The truth is much more interesting than that!

Maybe you’re called a boy but you know you’re a girl. You know how girls are treated and what they do. That’s how you want to be treated and what you want to do.

Maybe you’re called a girl but feel like a boy. You know how boys are treated and what they do. That’s how you want to be treated and what you want to do.

Maybe you aren’t sure, or don’t care that much. Maybe you feel like both. Maybe you just need some time to figure it out, without all the boy and girl stuff.

Because everyone’s bodies are different, all our feelings are different too.

Part of being a kid is learning what you like, what you don’t like, and who you are. That’s part of being a grown-up too. We never stop learning or changing.

Touching isn’t just something we do with other people. We also touch ourselves.

We touch ourselves all the time, in all kinds of places, for all kinds of reasons.

Touching yourself is one way to learn about yourself, your body, and your feelings.

You may have discovered that touching some parts of your body, especially the middle parts, can make you feel warm and tingly.

Grown-ups call this kind of touch masturbation.

Masturbation is when we touch ourselves, usually our middle parts, to get that warm and tingly feeling.

A crush is a special kind of feeling you have for another person. You can have a crush on any kind of person. You can have a crush on a friend or on someone you just met. You can even have a crush on someone you have never met.

Not everyone has crushes. If you do, the first time can be surprising, and can feel a bit strange.

You might think about them a lot. You might want to spend all your time with them if you could.

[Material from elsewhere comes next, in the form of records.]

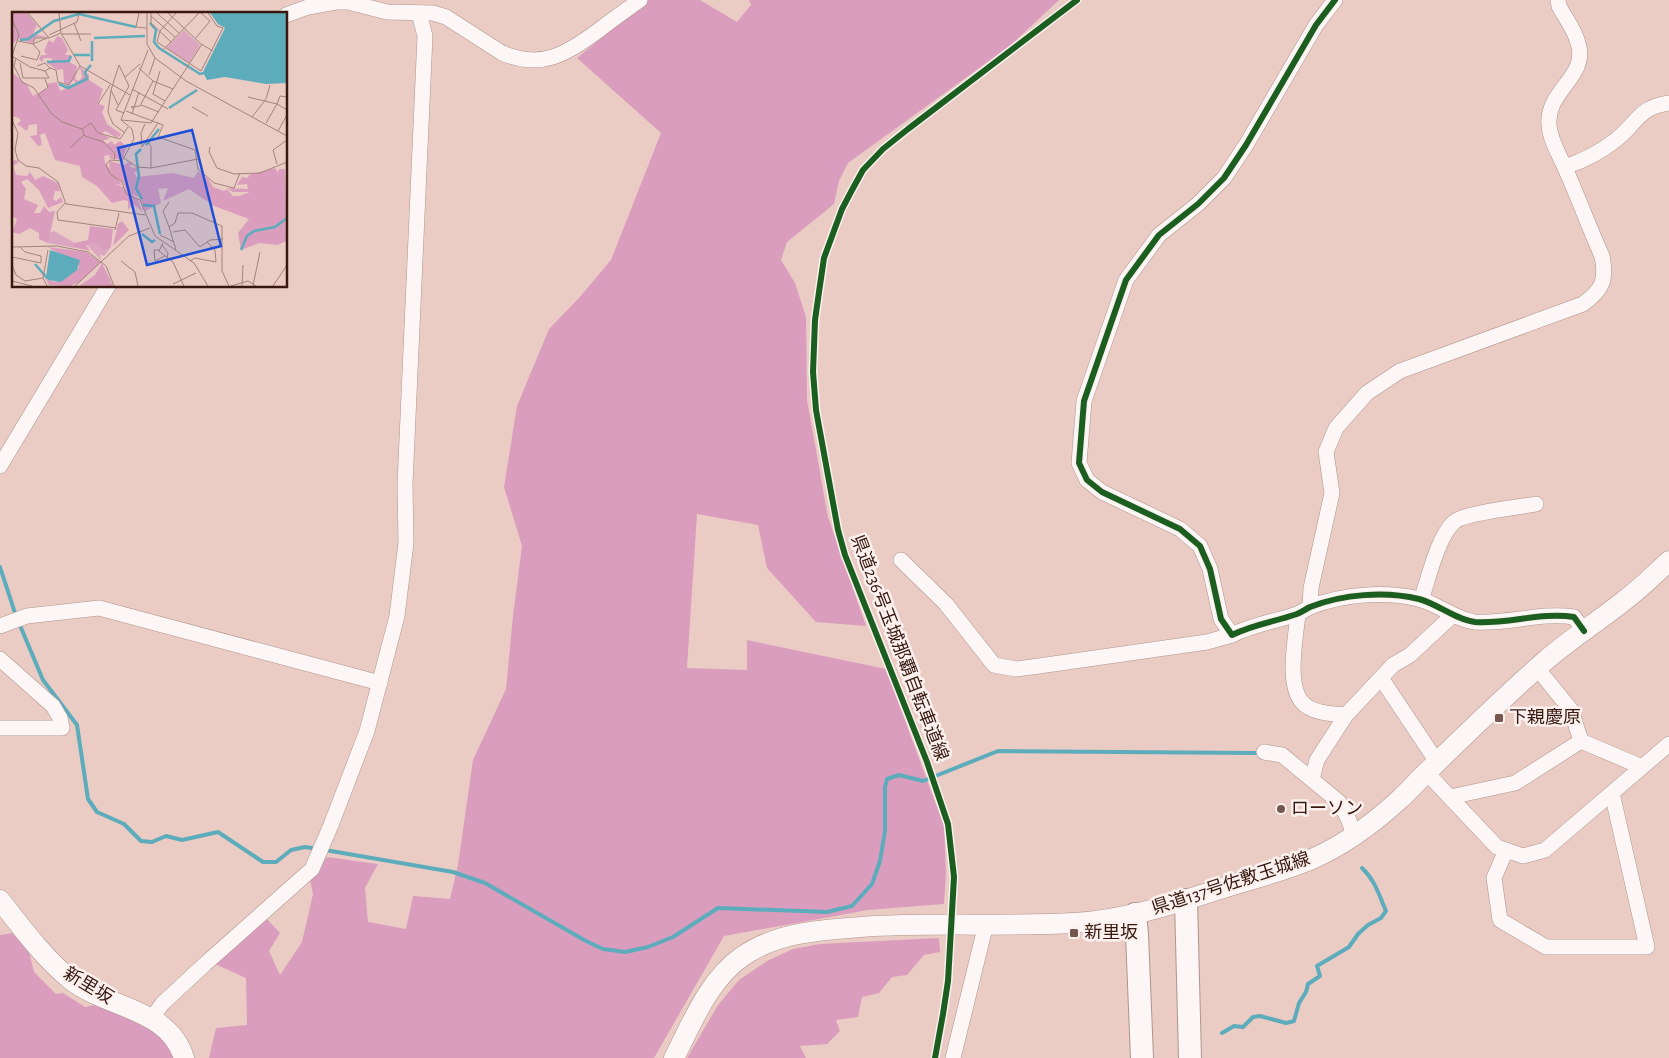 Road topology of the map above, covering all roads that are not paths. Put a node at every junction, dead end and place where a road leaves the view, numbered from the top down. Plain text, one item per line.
1 (640, 0) edge
2 (1335, 0) edge
3 (1558, 0) edge
4 (419, 13) junction
5 (288, 14) edge
6 (1669, 103) edge
7 (1565, 167) junction
8 (107, 288) edge
9 (0, 466) edge
10 (1536, 504) dead end
11 (901, 560) dead end
12 (1669, 561) edge
13 (1421, 600) junction
14 (1304, 610) junction
15 (1454, 614) junction
16 (5, 624) edge
17 (1584, 631) junction
18 (1232, 635) junction
19 (0, 659) edge
20 (1537, 668) junction
21 (1381, 678) junction
22 (380, 683) junction
23 (1346, 715) junction
24 (0, 728) edge
25 (1581, 740) junction
26 (1669, 744) edge
27 (1264, 752) dead end
28 (1431, 767) junction
29 (1642, 767) junction
30 (1312, 779) junction
31 (1612, 793) junction
32 (1450, 797) junction
33 (1354, 834) junction
34 (1506, 850) junction
35 (0, 900) edge
36 (1186, 900) junction
37 (1135, 914) junction
38 (986, 924) junction
39 (152, 1018) junction
40 (184, 1058) edge
41 (674, 1058) edge
42 (953, 1058) edge
43 (1142, 1058) edge
44 (1190, 1058) edge

1 - 4 street
2 - 18 street
3 - 7 street
4 - 5 street
4 - 22 street
6 - 7 street
7 - 14 street
8 - 9 street
10 - 13 street
11 - 18 street
12 - 17 main road, 県道137号佐敷玉城線
13 - 14 street
13 - 15 street
14 - 18 street
14 - 23 street
15 - 17 street
15 - 21 street
16 - 22 street
17 - 20 main road, 県道137号佐敷玉城線
19 - 24 street
20 - 25 street
20 - 28 main road, 県道137号佐敷玉城線
21 - 23 street
21 - 28 street
22 - 39 street
23 - 30 street
25 - 29 street
25 - 32 street
26 - 29 street
27 - 30 street
28 - 32 street
28 - 33 main road, 県道137号佐敷玉城線
29 - 31 street
30 - 33 street
31 - 34 street
31 - 34 street
32 - 34 street
33 - 36 main road, 県道137号佐敷玉城線
35 - 39 main road, 新里坂
36 - 37 main road, 県道137号佐敷玉城線
36 - 44 highway
37 - 38 main road, 県道137号佐敷玉城線
37 - 43 highway
38 - 41 main road
38 - 42 street
39 - 40 main road, 新里坂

Just thinking about them can make you happy and nervous. When you are around them, you may feel excited, or awkward, or both.

There’s no right or wrong way to have a crush.

Complement the intelligent and inclusive Sex is a Funny Word with Kurt Vonnegut’s favorite vintage illustrated guide to sexuality and these wonderful LGBT children’s books that help kids make sense of their orientation and identity, then revisit Silverberg and Smyth’s equally delightful What Makes a Baby.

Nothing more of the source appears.